Le Collectif 4e pays appelle tous les partis à ouvrir un grand dialogue national sur l'avenir du Québec
Une commission transpartisane, itinérante et ouverte à la société civile, inspirée de l'expérience Bélanger-Campeau
MONTRÉAL, le 3 sept. 2026 /CNW/ -- À l'approche du débat des chefs, le Collectif 4e pays demande à l'ensemble des partis politiques québécois de s'engager formellement à mettre sur pied, au lendemain de l'élection, une vaste commission nationale sur l'avenir du Québec et de son modèle de développement.
Le Collectif propose une démarche inspirée de la Commission Bélanger-Campeau : transpartisane, réunissant des sensibilités politiques différentes; itinérante, afin d'entendre la population dans toutes les régions du Québec; et inclusive, en accordant aux représentantes et représentants de la société civile une véritable place à la table des délibérations, aux côtés des parlementaires.
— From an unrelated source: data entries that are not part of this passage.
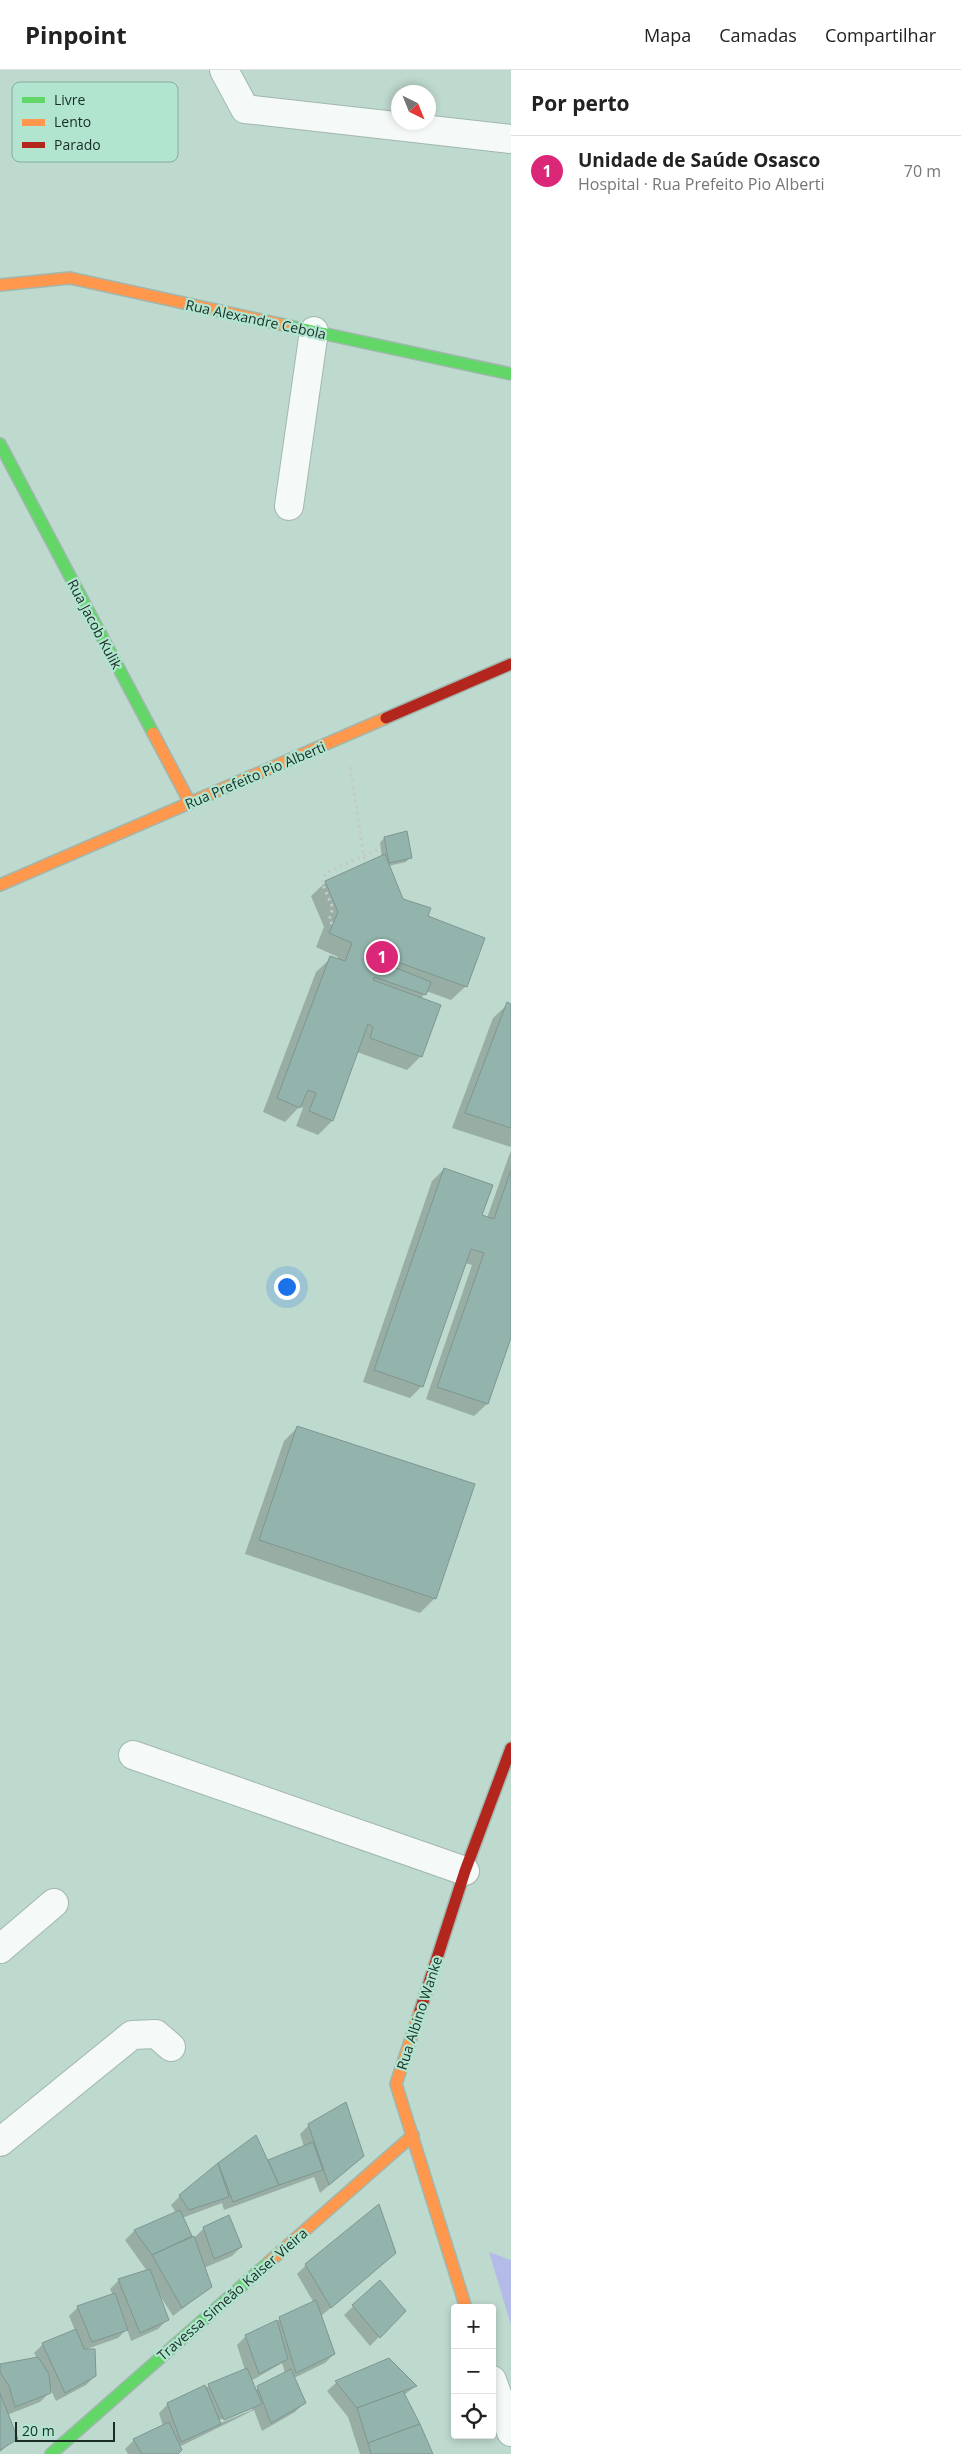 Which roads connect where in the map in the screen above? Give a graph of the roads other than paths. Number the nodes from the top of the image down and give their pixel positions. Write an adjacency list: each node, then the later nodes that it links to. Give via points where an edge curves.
1 (224, 70): 2 (street, via 245,109)
2 (511, 139)
3 (0, 285): 4 (street, Rua Alexandre Cebola, via 70,278)
4 (314, 331): 5 (street, Rua Alexandre Cebola); 7 (street)
5 (511, 374)
6 (0, 444): 9 (street, Rua Jacob Kulik)
7 (289, 506)
8 (511, 664): 9 (street, Rua Prefeito Pio Alberti)
9 (190, 803): 10 (street, Rua Prefeito Pio Alberti)
10 (0, 886)
11 (511, 1748): 13 (street, Rua Albino Wanke)
12 (133, 1755): 13 (street)
13 (465, 1871): 17 (street, Rua Albino Wanke, via 396,2084)
14 (54, 1902): 15 (street)
15 (0, 1949)
16 (171, 2047): 18 (street, via 156,2034 132,2035)
17 (413, 2135): 19 (street, Rua Albino Wanke); 22 (street, Travessa Simeão Kaiser Vieira)
18 (0, 2142)
19 (465, 2304)
20 (496, 2391): 21 (street)
21 (511, 2432)
22 (51, 2454) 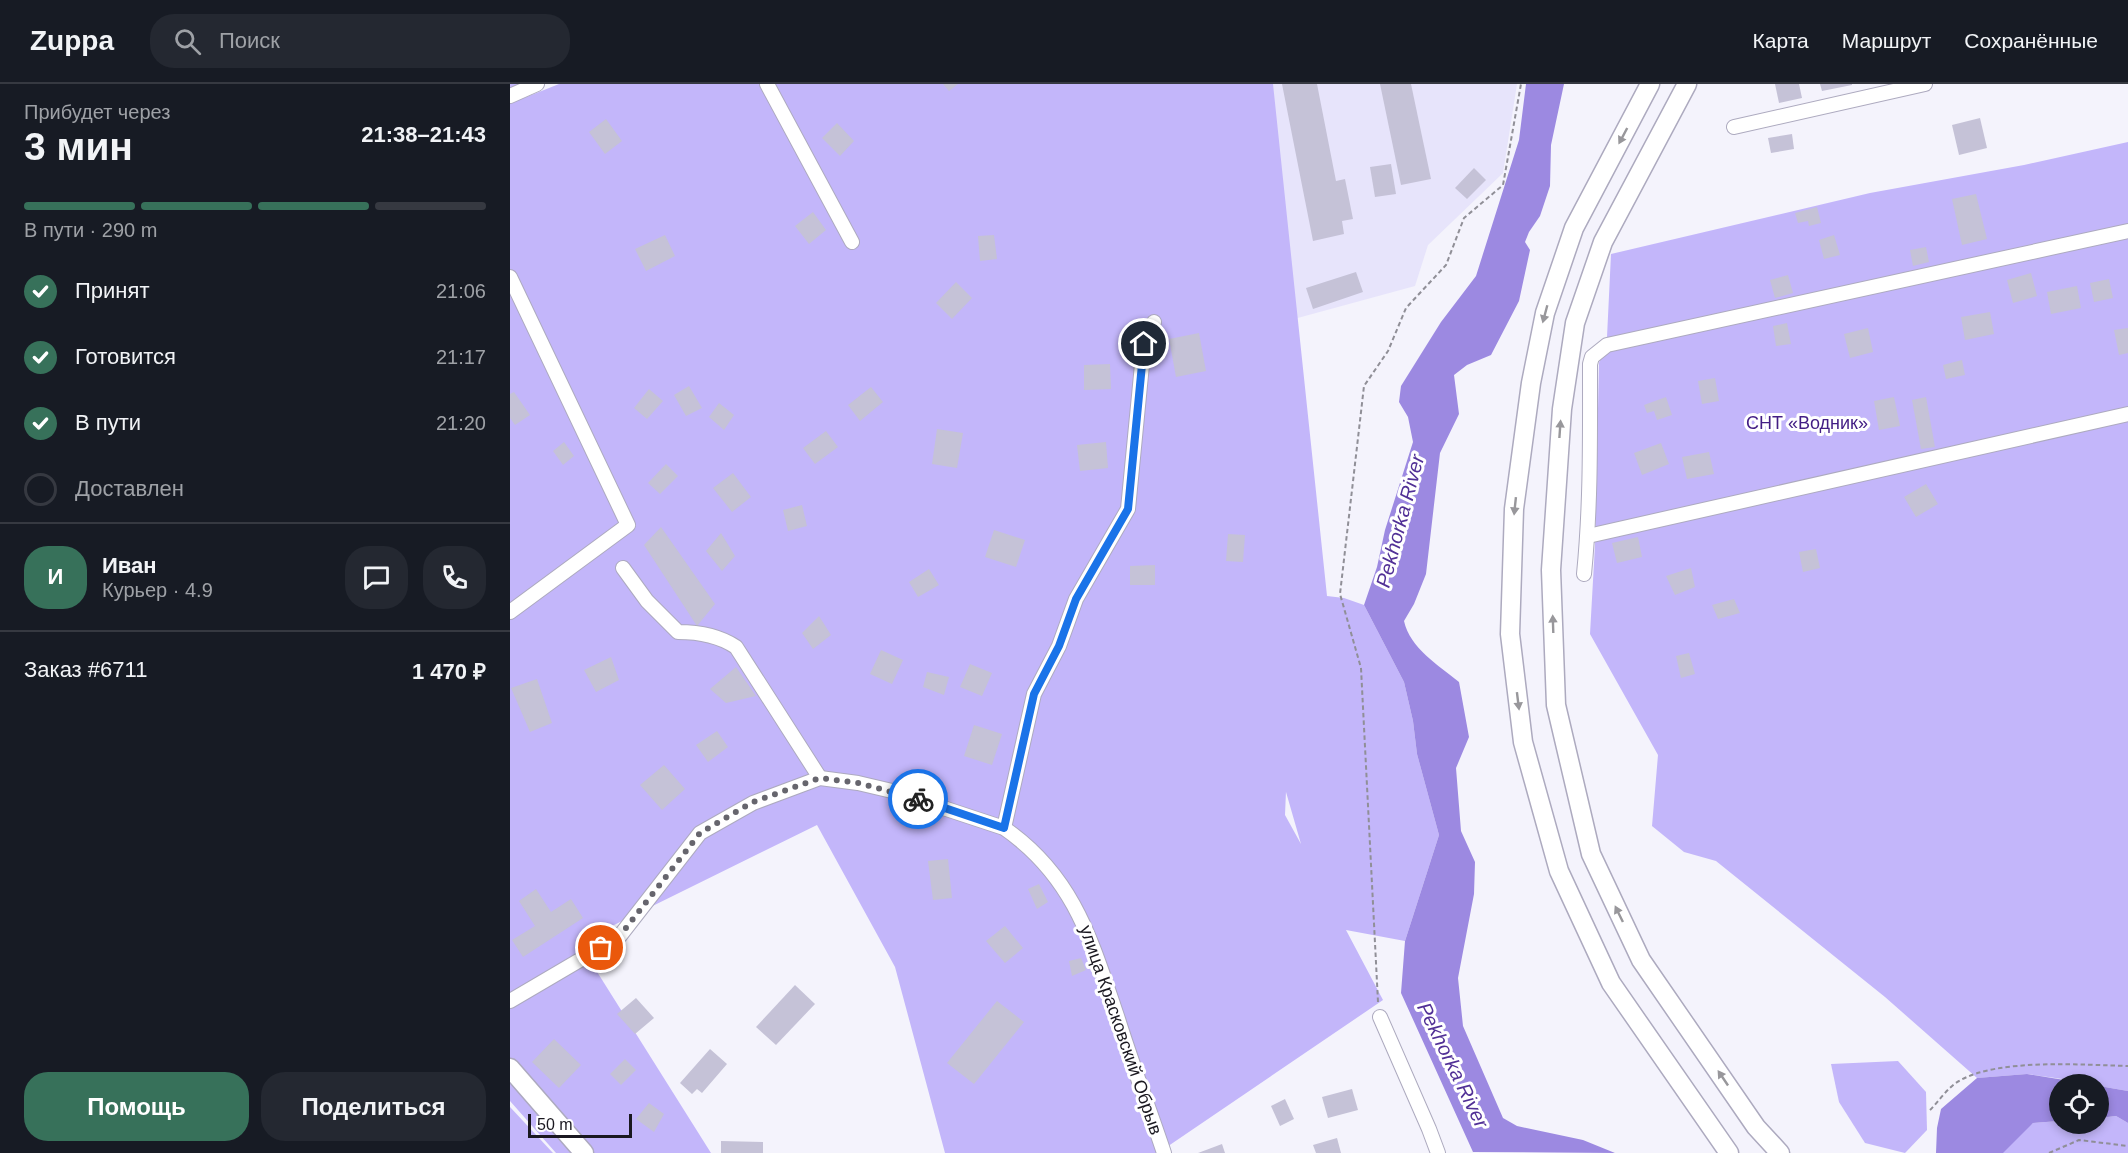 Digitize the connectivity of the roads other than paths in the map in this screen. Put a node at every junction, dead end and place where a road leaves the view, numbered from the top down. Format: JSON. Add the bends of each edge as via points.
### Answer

Libre de toute attache partisane, le Collectif 4e pays souhaite s'adresser à tous les partis. En effet, dans la campagne actuelle, chacune et chacun affirme à sa façon vouloir défendre les intérêts du Québec et contribuer à l'avancement de la nation québécoise. Au-delà des divergences sur le statut politique du Québec, tous devraient pouvoir convenir de la nécessité d'un dialogue démocratique à la hauteur des défis auxquels la société québécoise est confrontée.
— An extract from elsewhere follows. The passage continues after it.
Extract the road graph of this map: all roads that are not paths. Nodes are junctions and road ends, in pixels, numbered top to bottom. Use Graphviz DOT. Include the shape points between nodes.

« Nous traversons une période de polycrise des nations et le Québec n'y échappe pas. Nous sommes devant d'immenses défis. Pour les affronter il faut revoir notre modèle de développement et consolider notre cohésion sociale, nous devons mettre à contribution les forces vives de toutes les régions. C'est ainsi que nous protègerons et adapterons le modèle québécois », souligne Évelyne Beaudin, ex-mairesse de Sherbrooke et porte-parole du Collectif 4e pays.
Bélanger-Campeau : un précédent démocratique inspirant
Mise sur pied par le gouvernement de Robert Bourassa au début des années 1990, dans la foulée de la crise constitutionnelle, la Commission sur l'avenir politique et constitutionnel du Québec a démontré qu'il était possible de créer un espace de dialogue dépassant les lignes partisanes. Elle réunissait des parlementaires de différentes allégeances ainsi que des personnalités de la société civile représentant diverses sensibilités quant à l'avenir politique du Québec. Elle a mené des audiences dans les régions pour entendre directement la population.
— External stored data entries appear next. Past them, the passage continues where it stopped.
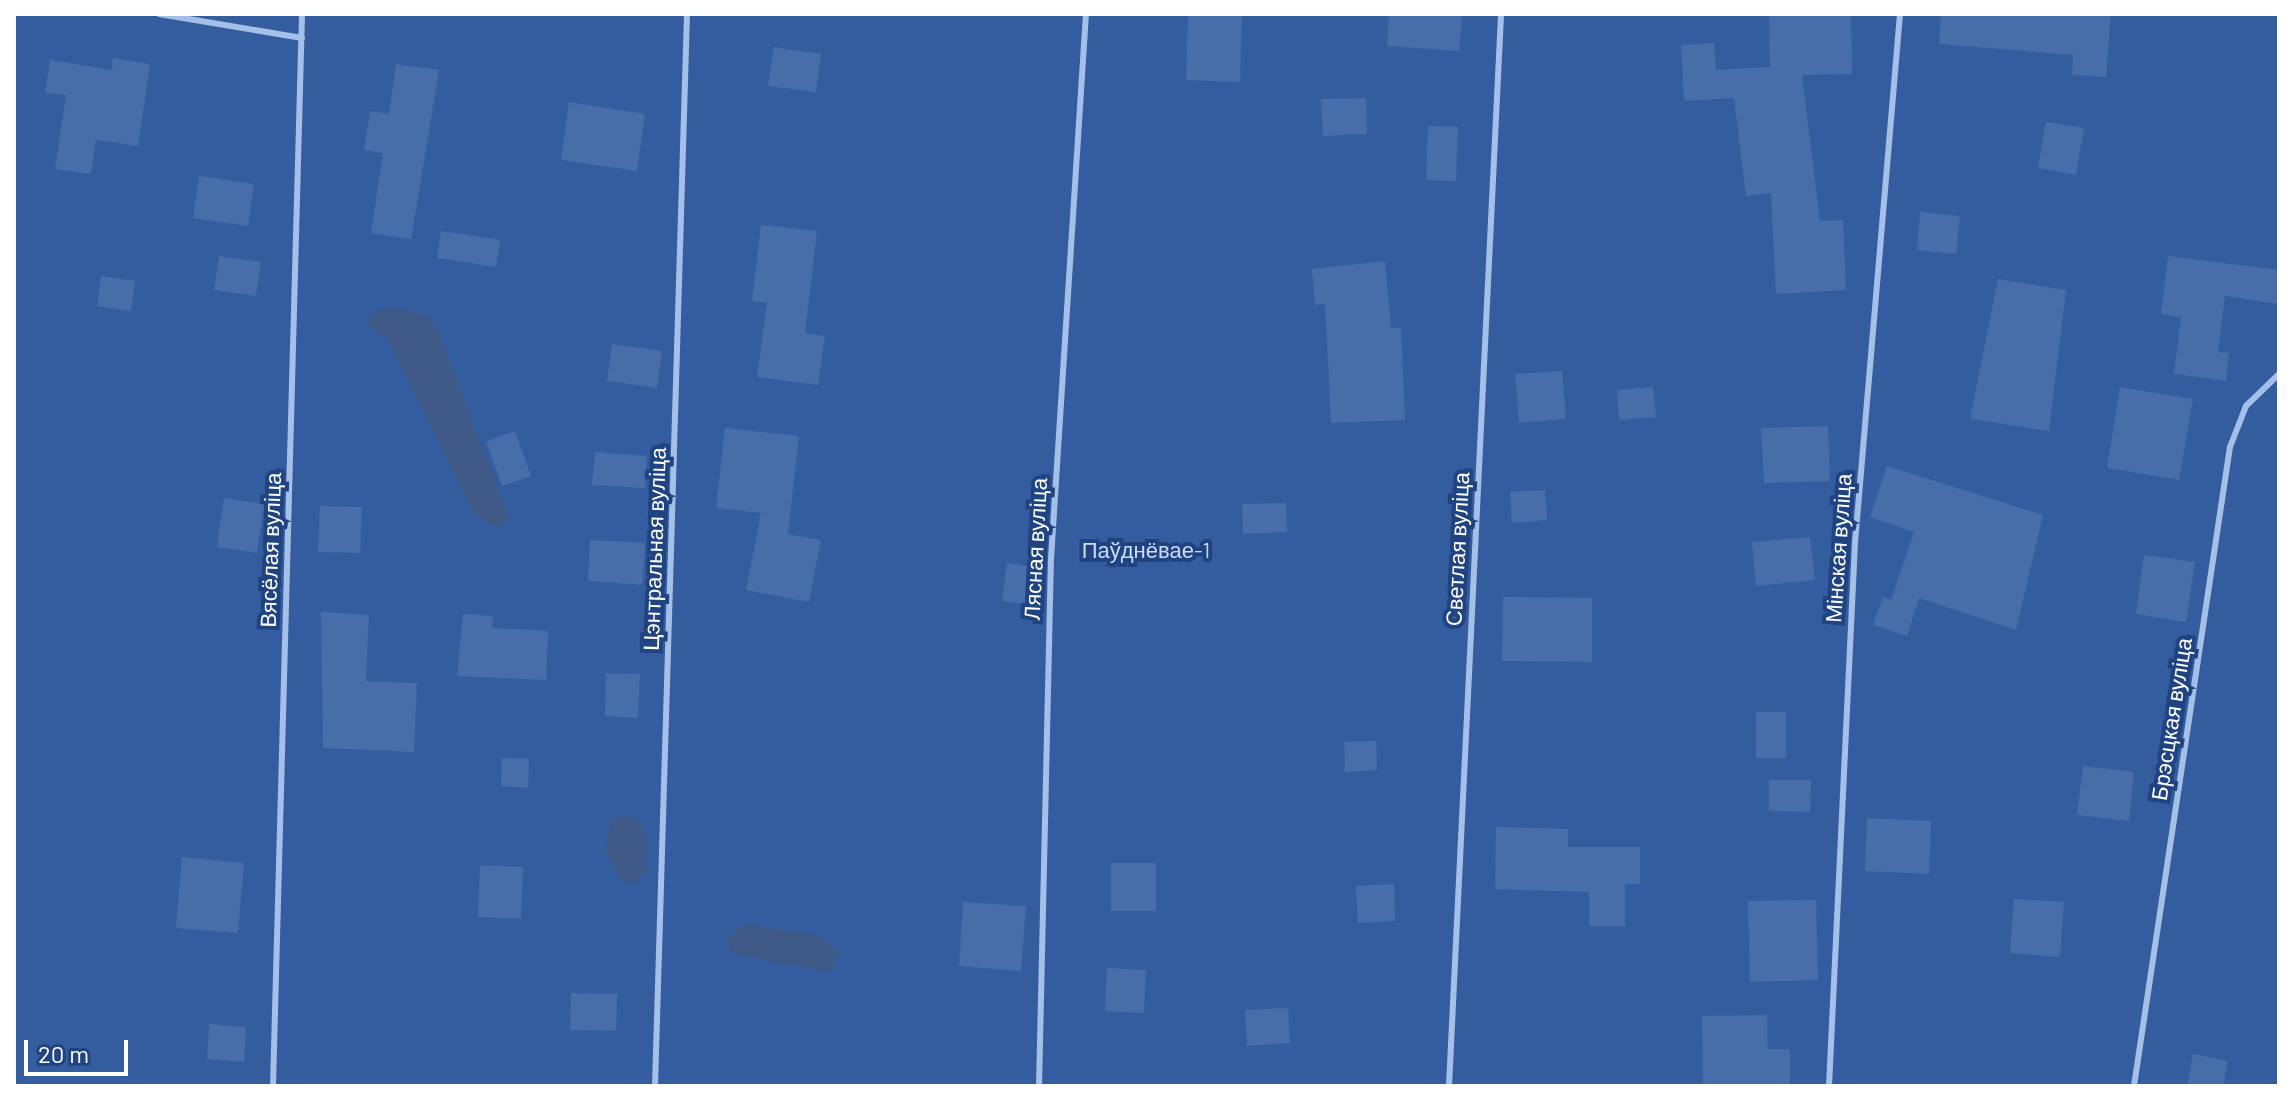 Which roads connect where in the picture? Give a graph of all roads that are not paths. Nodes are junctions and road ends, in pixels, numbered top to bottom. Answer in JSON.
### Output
{"nodes":[{"id":1,"x":159,"y":14,"type":"edge"},
{"id":2,"x":302,"y":14,"type":"edge"},
{"id":3,"x":687,"y":14,"type":"edge"},
{"id":4,"x":1086,"y":14,"type":"edge"},
{"id":5,"x":1501,"y":14,"type":"edge"},
{"id":6,"x":1900,"y":14,"type":"edge"},
{"id":7,"x":302,"y":38,"type":"junction"},
{"id":8,"x":2279,"y":374,"type":"edge"},
{"id":9,"x":273,"y":1086,"type":"edge"},
{"id":10,"x":655,"y":1086,"type":"edge"},
{"id":11,"x":1039,"y":1086,"type":"edge"},
{"id":12,"x":1449,"y":1086,"type":"edge"},
{"id":13,"x":1829,"y":1086,"type":"edge"},
{"id":14,"x":2134,"y":1086,"type":"edge"}],
"edges":[{"from":1,"to":7,"type":"lane"},
{"from":2,"to":7,"type":"lane","name":"Вясёлая вуліца"},
{"from":3,"to":10,"type":"lane","name":"Цэнтральная вуліца"},
{"from":4,"to":11,"type":"lane","name":"Лясная вуліца"},
{"from":5,"to":12,"type":"lane","name":"Светлая вуліца"},
{"from":6,"to":13,"type":"lane","name":"Мінская вуліца"},
{"from":7,"to":9,"type":"lane","name":"Вясёлая вуліца"},
{"from":8,"to":14,"type":"lane","name":"Брэсцкая вуліца"}]}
« L'expérience Bélanger-Campeau nous rappelle qu'un grand débat national peut être à la fois rigoureux, pluraliste et profondément démocratique. Des indépendantistes, des fédéralistes et des personnes non alignées ont pu y participer; des voix de toutes les régions et de la société civile ont contribué aux travaux. Cette capacité de réfléchir ensemble, malgré nos désaccords, est précisément ce que nous devons retrouver aujourd'hui », affirme Gérald Larose, qui a participé activement à cette démarche, également porte-parole du Collectif 4e pays.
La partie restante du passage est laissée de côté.